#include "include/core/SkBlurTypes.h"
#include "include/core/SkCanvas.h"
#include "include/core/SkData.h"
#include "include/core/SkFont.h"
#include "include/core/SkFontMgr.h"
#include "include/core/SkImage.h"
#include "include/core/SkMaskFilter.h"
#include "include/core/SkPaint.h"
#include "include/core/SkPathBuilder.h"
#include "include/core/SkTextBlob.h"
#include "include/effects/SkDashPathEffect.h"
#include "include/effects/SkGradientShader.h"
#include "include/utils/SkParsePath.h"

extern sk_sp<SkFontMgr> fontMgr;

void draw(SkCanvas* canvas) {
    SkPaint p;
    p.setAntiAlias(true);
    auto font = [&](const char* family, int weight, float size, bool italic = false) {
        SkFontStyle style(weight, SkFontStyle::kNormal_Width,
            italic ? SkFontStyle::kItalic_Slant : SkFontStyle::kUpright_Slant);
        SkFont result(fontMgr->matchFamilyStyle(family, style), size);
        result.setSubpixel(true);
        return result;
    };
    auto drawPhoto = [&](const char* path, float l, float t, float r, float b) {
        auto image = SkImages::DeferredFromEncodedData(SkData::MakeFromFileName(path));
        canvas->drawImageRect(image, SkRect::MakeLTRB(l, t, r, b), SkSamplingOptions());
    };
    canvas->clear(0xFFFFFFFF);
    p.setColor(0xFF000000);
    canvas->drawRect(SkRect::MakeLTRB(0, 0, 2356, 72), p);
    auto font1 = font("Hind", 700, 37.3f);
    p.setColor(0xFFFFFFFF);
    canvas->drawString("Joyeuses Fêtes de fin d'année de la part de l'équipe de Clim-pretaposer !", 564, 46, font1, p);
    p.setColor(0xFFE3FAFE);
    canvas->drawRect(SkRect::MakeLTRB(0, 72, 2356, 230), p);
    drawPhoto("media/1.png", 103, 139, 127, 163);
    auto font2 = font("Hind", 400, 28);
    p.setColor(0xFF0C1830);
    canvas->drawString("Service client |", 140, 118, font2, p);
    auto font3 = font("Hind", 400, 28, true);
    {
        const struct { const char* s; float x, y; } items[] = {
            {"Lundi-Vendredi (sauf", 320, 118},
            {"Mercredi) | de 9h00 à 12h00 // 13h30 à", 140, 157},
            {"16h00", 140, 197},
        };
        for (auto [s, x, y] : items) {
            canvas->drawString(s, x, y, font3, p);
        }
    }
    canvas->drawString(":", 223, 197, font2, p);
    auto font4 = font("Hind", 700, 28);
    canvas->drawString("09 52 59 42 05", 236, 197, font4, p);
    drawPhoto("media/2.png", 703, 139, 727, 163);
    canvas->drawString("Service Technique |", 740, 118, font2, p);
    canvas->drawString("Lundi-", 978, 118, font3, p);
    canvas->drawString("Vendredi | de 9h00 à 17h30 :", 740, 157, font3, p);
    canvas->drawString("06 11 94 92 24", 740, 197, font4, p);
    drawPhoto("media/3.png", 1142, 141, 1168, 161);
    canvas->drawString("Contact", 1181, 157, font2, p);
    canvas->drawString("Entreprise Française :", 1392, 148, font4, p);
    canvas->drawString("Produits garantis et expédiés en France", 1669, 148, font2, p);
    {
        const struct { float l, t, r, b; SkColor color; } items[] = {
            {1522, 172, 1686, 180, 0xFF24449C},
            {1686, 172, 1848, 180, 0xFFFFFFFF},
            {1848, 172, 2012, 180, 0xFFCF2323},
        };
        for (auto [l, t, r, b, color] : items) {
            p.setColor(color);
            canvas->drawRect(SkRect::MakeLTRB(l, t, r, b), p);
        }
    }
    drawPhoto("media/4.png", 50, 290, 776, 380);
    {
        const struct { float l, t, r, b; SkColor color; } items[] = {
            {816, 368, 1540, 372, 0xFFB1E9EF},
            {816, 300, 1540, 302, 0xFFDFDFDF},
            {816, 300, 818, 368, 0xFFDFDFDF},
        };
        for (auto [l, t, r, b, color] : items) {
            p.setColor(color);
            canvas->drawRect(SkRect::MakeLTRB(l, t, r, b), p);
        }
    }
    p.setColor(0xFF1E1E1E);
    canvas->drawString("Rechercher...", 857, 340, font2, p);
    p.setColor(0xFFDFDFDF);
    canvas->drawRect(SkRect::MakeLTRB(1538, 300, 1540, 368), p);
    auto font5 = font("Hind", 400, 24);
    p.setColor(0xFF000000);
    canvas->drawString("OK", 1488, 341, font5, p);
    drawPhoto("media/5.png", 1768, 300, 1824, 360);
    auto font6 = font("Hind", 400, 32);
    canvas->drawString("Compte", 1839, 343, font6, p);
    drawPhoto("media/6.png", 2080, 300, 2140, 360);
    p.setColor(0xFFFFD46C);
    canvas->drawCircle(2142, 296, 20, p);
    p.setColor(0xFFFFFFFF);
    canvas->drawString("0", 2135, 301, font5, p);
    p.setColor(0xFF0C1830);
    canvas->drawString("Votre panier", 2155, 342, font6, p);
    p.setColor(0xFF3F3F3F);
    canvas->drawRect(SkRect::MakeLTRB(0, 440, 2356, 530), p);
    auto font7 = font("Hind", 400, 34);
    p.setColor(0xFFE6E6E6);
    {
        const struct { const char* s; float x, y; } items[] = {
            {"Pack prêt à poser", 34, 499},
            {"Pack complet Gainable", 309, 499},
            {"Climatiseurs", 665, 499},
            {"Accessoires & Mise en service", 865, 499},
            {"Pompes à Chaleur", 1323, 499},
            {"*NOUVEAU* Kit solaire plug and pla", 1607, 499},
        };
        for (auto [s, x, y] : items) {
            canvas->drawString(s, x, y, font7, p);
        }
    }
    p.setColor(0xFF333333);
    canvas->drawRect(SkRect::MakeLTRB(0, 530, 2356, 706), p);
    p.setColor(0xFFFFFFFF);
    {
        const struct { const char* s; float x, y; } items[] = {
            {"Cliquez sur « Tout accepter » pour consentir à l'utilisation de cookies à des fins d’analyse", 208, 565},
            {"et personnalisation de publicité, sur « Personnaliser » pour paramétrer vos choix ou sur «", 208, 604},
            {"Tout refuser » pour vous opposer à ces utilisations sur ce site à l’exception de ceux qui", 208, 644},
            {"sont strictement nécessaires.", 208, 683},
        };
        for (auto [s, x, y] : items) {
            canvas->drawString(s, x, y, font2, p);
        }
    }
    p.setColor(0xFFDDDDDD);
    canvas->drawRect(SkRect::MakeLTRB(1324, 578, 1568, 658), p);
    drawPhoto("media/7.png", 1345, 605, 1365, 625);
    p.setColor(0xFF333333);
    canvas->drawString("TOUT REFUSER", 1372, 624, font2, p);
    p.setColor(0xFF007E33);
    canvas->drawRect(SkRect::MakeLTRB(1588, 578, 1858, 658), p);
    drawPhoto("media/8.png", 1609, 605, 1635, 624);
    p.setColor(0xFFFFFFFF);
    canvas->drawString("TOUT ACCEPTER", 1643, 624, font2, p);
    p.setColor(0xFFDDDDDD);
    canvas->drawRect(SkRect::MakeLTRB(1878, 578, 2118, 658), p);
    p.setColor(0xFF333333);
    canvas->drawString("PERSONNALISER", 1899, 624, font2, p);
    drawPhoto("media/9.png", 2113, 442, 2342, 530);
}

=== Task description ===
Each line of the records that contains the string "SkPaint" must be copied.

=== Answer ===
#include "include/core/SkPaint.h"
    SkPaint p;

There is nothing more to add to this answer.